• What the task asks
Take each line below that has "Elazığ" and copy it.

• Data for this task
---*---

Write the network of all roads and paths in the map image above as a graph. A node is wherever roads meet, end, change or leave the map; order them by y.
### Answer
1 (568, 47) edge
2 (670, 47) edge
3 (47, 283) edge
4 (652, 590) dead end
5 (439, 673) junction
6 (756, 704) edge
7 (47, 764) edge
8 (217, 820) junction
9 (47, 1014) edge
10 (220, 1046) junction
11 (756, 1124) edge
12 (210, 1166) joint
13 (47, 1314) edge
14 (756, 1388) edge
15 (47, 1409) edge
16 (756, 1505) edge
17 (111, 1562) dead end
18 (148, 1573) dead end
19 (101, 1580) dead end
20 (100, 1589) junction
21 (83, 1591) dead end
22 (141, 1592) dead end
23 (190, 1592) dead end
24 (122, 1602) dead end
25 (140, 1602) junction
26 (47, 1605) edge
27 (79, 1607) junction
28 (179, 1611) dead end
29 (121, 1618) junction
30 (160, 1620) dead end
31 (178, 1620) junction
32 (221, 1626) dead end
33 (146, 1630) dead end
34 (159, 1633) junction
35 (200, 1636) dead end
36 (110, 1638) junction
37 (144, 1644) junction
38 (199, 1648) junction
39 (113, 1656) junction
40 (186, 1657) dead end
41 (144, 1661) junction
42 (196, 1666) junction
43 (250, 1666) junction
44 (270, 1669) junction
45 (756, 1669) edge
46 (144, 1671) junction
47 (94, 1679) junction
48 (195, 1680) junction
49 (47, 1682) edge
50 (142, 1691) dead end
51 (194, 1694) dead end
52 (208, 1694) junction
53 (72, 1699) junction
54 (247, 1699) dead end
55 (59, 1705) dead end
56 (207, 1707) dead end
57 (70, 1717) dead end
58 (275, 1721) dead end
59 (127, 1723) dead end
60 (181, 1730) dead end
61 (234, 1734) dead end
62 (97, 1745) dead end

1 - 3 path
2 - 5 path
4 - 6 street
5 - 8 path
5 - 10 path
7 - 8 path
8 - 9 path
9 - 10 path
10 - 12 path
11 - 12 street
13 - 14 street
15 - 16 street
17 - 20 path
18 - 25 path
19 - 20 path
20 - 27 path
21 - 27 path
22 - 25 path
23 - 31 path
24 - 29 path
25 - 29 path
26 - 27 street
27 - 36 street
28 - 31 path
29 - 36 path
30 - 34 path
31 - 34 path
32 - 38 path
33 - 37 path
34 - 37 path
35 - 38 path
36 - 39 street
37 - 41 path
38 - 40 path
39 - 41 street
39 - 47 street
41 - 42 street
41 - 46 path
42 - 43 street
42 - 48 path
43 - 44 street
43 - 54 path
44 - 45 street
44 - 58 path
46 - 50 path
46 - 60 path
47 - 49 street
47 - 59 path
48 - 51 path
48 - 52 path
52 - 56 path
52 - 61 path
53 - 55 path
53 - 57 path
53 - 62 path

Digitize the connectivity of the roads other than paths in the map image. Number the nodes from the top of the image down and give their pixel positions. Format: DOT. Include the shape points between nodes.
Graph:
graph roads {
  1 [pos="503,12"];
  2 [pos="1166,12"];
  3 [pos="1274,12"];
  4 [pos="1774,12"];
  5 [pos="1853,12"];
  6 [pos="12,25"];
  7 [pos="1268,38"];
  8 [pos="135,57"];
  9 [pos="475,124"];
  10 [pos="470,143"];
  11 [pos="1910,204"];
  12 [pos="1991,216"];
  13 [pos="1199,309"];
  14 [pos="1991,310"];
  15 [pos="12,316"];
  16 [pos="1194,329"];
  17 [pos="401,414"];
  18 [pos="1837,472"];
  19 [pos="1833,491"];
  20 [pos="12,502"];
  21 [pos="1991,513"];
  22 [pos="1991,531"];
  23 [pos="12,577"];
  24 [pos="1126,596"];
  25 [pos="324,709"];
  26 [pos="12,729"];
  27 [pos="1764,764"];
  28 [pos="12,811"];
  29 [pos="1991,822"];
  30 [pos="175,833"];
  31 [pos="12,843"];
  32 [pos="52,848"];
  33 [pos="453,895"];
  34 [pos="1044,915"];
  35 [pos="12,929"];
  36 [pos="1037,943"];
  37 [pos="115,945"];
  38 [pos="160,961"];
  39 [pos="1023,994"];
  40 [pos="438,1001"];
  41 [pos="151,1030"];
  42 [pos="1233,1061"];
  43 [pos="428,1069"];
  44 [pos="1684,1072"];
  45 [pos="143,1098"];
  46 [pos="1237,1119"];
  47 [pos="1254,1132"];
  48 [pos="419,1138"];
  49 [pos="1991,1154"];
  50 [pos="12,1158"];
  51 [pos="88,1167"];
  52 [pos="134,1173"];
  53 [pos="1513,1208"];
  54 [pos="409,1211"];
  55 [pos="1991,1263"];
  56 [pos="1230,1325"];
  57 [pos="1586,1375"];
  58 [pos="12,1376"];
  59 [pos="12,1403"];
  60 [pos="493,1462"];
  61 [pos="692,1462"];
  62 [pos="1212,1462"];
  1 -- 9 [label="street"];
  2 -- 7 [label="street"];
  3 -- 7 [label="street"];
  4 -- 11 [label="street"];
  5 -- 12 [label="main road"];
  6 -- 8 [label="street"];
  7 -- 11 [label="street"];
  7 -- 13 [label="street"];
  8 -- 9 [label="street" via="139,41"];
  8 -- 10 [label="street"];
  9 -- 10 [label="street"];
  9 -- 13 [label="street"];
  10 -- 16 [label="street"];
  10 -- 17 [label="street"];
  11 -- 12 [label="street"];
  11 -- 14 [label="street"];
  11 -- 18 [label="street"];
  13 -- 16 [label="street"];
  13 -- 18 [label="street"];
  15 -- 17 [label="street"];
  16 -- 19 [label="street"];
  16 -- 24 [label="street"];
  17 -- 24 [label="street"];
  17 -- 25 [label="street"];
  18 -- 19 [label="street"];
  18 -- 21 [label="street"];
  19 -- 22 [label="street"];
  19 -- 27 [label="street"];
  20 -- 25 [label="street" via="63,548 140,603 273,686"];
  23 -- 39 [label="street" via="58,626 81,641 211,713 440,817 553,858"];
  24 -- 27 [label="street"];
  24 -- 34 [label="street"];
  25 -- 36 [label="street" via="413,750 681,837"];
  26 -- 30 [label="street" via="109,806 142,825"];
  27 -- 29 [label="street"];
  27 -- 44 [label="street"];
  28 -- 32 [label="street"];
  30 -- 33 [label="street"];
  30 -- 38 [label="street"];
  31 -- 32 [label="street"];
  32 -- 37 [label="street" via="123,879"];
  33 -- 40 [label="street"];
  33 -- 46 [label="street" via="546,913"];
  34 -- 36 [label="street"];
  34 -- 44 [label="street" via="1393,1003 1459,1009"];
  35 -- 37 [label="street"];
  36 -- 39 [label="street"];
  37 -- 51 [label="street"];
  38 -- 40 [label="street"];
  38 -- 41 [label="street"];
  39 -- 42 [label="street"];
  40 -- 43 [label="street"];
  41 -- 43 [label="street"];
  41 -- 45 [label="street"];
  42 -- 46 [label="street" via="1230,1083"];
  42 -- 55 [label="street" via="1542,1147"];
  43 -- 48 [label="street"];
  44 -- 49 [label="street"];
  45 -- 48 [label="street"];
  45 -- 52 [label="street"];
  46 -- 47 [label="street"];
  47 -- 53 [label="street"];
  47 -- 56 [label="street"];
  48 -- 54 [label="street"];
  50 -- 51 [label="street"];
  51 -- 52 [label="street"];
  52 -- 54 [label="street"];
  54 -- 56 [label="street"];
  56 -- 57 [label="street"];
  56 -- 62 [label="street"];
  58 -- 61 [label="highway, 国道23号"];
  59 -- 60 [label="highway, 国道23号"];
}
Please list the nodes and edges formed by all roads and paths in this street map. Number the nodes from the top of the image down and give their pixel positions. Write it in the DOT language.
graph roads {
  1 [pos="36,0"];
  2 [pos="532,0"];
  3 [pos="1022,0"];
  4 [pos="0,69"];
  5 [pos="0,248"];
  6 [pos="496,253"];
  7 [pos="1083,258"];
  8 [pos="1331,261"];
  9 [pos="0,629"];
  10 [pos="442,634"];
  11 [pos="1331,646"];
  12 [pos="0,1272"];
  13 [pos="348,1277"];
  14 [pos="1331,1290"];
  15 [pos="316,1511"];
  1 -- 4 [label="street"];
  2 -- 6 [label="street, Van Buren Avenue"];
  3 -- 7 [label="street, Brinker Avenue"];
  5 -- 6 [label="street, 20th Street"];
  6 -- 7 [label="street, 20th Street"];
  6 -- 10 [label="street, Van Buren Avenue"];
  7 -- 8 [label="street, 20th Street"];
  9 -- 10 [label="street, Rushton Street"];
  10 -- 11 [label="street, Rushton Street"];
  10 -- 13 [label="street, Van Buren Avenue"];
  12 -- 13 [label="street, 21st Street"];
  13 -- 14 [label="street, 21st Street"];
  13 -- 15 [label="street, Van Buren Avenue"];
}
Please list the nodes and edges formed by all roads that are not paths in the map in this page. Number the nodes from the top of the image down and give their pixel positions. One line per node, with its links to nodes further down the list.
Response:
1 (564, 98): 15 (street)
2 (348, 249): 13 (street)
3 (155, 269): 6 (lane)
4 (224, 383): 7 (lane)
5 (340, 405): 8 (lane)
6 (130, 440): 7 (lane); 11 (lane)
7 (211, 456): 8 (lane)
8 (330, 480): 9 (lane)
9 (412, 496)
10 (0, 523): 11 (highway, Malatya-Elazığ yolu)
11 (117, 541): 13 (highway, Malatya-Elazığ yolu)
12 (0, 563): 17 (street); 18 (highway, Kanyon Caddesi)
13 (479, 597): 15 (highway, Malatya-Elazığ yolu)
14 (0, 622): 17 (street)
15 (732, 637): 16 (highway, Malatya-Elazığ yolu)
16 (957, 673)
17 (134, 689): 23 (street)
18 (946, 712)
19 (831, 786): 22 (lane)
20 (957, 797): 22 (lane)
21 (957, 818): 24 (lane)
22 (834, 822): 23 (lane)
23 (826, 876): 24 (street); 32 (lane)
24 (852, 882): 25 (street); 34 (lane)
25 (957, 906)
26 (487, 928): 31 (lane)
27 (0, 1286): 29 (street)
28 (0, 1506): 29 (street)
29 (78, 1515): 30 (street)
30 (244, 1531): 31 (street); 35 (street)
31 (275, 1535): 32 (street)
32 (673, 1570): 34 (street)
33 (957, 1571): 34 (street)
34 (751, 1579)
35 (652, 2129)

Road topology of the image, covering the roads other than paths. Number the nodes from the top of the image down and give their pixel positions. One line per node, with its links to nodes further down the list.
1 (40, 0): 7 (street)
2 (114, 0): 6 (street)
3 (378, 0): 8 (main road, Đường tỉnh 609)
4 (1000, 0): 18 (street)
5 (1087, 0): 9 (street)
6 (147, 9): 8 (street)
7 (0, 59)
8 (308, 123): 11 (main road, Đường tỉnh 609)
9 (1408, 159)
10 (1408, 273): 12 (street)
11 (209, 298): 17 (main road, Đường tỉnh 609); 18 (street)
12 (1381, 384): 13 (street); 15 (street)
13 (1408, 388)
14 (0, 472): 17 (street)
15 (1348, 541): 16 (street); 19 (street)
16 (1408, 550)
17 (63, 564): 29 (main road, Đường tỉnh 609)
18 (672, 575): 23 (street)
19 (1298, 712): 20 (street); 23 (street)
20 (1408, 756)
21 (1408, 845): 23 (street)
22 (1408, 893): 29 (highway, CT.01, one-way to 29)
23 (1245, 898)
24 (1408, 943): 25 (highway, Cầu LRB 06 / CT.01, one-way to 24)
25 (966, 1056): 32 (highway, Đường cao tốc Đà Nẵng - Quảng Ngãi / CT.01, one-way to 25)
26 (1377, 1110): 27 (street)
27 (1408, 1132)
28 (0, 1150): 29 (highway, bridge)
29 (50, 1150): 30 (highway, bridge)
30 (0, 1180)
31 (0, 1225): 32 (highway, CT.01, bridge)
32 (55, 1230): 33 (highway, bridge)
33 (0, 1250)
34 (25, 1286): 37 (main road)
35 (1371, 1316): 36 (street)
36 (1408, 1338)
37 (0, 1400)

---*---

• Reply
10 (0, 523): 11 (highway, Malatya-Elazığ yolu)
11 (117, 541): 13 (highway, Malatya-Elazığ yolu)
13 (479, 597): 15 (highway, Malatya-Elazığ yolu)
15 (732, 637): 16 (highway, Malatya-Elazığ yolu)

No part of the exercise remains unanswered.